A board-level WHS issue

In Australia, the effects are already being felt. Prime Minister Anthony Albanese acknowledged that prolonged conflict will affect supply chains, fuel prices and the wider economy. At the same time, the Australian Competition and Consumer Commission has reported rising petrol and diesel prices alongside localised shortages.

For boards and executives, the instinctive response is often to focus on cost control, continuity planning and margin protection. But this is only part of the equation.

Rapid operational adjustments in response to fuel constraints can introduce new and sometimes unforeseen WHS risks.

Evidence from major incidents consistently shows that cost pressure and operational disruption are when safety systems are most vulnerable.

The hidden safety risks of recommended demand-side measures

The IEA has outlined a range of demand-side measures aimed at reducing fuel consumption, from increased remote work to reduced speed limits and changes in transport usage.

Many of these measures appear straightforward.

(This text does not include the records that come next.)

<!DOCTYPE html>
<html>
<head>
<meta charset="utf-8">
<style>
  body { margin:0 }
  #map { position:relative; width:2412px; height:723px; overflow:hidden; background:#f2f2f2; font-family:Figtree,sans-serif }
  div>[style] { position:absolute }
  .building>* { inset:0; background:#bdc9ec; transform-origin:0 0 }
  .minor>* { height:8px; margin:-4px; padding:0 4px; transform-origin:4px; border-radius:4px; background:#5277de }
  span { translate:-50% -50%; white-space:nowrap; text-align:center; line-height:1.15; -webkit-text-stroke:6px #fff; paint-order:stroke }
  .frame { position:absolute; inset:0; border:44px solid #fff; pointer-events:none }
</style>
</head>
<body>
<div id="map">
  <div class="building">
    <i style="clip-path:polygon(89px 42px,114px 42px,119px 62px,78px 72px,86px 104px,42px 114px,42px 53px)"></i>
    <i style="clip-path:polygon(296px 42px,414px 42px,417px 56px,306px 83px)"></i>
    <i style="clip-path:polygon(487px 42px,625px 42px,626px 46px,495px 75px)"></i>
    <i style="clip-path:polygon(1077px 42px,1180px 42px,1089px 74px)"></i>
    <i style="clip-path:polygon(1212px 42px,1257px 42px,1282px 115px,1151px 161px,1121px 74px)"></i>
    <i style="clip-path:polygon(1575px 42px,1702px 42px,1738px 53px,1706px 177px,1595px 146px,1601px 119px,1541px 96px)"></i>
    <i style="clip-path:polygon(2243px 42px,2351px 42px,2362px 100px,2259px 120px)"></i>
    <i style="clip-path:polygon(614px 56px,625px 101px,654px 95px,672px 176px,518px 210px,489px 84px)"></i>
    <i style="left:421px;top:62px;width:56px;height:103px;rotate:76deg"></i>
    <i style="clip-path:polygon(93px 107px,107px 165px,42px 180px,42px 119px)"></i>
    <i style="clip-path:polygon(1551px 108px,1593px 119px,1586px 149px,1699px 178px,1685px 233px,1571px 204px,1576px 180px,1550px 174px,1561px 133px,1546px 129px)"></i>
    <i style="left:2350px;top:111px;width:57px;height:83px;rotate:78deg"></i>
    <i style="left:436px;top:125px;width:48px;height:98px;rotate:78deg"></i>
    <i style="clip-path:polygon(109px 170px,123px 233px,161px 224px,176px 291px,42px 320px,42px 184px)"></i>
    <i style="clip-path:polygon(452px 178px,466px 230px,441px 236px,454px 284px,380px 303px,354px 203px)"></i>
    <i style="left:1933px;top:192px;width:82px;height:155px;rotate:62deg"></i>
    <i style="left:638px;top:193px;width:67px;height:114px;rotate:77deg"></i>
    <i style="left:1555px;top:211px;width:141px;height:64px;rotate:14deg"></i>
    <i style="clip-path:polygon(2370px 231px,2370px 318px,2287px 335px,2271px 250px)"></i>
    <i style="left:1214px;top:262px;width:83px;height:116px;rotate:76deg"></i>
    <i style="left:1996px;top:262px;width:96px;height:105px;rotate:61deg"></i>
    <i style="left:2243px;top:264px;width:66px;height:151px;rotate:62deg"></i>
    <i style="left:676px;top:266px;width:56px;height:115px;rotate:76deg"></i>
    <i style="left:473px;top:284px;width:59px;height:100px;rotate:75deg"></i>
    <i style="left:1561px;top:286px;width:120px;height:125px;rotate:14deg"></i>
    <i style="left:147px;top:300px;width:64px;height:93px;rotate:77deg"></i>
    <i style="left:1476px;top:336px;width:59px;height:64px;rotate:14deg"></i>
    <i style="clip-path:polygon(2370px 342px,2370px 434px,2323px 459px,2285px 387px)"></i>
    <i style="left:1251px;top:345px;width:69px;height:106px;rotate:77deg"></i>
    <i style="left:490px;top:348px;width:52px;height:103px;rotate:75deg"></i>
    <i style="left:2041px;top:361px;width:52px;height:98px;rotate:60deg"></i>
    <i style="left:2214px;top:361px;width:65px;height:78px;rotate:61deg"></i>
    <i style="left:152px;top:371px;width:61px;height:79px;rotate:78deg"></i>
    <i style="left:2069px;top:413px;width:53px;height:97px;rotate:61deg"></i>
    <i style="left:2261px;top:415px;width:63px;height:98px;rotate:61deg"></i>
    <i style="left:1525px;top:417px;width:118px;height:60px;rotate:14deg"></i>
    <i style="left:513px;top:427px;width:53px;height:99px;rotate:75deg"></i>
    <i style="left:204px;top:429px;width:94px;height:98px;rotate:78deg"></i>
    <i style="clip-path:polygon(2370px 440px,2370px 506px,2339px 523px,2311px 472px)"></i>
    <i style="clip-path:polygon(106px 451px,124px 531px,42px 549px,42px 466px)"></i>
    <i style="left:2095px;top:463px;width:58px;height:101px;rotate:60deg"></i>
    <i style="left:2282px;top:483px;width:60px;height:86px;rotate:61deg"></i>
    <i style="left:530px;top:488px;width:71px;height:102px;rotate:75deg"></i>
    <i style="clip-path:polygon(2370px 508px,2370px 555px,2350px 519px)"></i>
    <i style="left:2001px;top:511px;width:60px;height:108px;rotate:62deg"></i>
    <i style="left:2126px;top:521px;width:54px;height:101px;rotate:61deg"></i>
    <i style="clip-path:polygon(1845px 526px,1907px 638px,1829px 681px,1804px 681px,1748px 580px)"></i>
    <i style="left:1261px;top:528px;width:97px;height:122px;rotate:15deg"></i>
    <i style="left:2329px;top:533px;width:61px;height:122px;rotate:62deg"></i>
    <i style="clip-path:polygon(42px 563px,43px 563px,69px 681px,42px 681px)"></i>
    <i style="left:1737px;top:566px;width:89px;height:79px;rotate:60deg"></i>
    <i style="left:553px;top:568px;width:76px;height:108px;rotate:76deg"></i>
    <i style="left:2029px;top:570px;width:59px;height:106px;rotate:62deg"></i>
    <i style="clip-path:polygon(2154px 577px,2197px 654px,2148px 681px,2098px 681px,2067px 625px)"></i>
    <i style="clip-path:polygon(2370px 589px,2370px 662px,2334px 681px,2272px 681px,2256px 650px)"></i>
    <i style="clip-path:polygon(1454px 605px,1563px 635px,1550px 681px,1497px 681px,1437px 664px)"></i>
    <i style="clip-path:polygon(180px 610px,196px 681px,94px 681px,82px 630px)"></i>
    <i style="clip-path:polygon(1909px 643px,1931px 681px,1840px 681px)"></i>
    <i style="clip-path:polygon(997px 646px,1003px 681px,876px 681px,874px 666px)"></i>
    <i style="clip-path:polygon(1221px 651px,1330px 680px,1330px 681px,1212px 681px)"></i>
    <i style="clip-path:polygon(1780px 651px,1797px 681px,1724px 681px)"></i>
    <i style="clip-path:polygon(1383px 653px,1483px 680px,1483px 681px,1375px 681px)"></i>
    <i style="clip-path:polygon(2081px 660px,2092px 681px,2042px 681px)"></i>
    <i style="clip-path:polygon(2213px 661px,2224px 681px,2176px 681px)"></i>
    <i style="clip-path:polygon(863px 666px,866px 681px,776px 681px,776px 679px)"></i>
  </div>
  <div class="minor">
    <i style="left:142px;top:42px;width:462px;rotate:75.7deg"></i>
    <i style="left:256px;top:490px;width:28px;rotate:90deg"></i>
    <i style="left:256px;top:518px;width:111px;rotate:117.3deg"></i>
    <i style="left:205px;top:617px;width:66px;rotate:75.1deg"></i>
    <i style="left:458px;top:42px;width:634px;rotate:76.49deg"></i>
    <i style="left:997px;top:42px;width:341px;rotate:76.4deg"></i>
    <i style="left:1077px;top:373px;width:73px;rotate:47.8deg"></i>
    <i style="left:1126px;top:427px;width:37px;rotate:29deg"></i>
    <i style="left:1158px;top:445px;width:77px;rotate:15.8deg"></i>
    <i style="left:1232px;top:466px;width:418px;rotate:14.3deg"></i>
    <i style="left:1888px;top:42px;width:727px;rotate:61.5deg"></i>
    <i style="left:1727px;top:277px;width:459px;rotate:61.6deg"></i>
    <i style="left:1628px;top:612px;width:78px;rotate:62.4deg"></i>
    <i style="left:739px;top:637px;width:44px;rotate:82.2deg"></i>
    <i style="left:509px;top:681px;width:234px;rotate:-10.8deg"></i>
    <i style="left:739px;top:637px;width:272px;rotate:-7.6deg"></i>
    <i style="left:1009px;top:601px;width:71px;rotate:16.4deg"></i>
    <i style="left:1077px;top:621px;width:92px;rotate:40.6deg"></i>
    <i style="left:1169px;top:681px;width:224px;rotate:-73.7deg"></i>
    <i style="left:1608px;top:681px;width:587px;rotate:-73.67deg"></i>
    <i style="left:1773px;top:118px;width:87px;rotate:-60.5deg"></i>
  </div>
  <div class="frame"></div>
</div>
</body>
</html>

In practice, they can materially alter risk profiles across a business.

Consider just a few examples:

  • Increased working from home arrangements may heighten psychosocial risks, including isolation, fatigue and blurred work boundaries.
  • Reduced transport availability or altered rostering can lead to extended working hours, fatigue and worker stress.
  • Shifts toward alternative logistics or delivery models may introduce unfamiliar hazards, particularly where contractors or new supply chains are involved.
  • Pressure to maintain output amid rising costs can unintentionally cause workers to bypass existing safe systems of work.
  • Energy price shock leads to financial stress and safety shortcuts (for example deferring maintenance, reducing safety resourcing, cutting contractor oversight, pushing workers harder).
  • Supply chain disruption leads to chemical and material shortages (potential shortages of industrial gases, lubricants, specialty chemicals and materials that underpin safe operations.  Substituting products, changing procedures, working with unfamiliar materials all create hazard management obligations under WHS laws).
  • Rising diesel and fuel costs cause pressure on transport operators, logistic contractors, mobile plant operators to reduce idle time, extend shifts and delay servicing.  Fatigue, deferred maintenance and route risk are all direct WHS risks.
  • Workforce mental health and financial well-being is also impacted.

None of these risks are new in isolation. What is new is the speed and scale at which organisations may implement change in response to external shocks.

Governance expectations are clear

Boards should be asking:

  • How are fuel-related disruptions altering our risk profile?
  • What new hazards are being introduced through operational changes?
  • Do we have visibility over frontline impacts, not just executive assumptions?

A failure to interrogate these questions can expose organisations not only to safety incidents, but also to regulatory scrutiny and reputational damage.

Practical steps for boards and executives

Against this backdrop, there are several immediate actions boards should consider.

  • Review the enterprise risk register

Energy volatility is not just a financial risk. It should be explicitly recognised as a driver of operational and WHS risk, with clear linkages mapped.

  • Assess WHS impacts of all response measures

Any initiative aimed at reducing fuel usage or costs – whether changes to logistics, travel, rostering or remote work – should be subject to a structured WHS assessment before implementation (for example, review scheduling practices, protect maintenance budgets, audit contractor  transport operators, brief schedulers and transport managers).

  • Use consultation frameworks effectively

Worker consultation is not a procedural step – it is a critical part of the risk assessment process. Engaging with employees and health and safety representatives can surface unintended consequences early, before they happen.

  • Strengthen monitoring and assurance

In rapidly changing conditions, lag indicators are insufficient. Boards should seek more frequent and leading indicators of safety performance, particularly in higher-risk operations.

  • Don't forget the psychosocial impacts

Guidance highlights that psychosocial risks increase during periods of uncertainty, including job insecurity, increased workloads and operational change, so consider psychosocial risk assessments.

Resilience is built before the crisis

The current disruption is a reminder that energy security shocks are not hypothetical. They are real, fast-moving and capable of cascading through every layer of an organisation.

For boards, the lesson is clear: resilience is not just about securing supply or managing cost. It is about ensuring that, in the rush to adapt, safety is not compromised.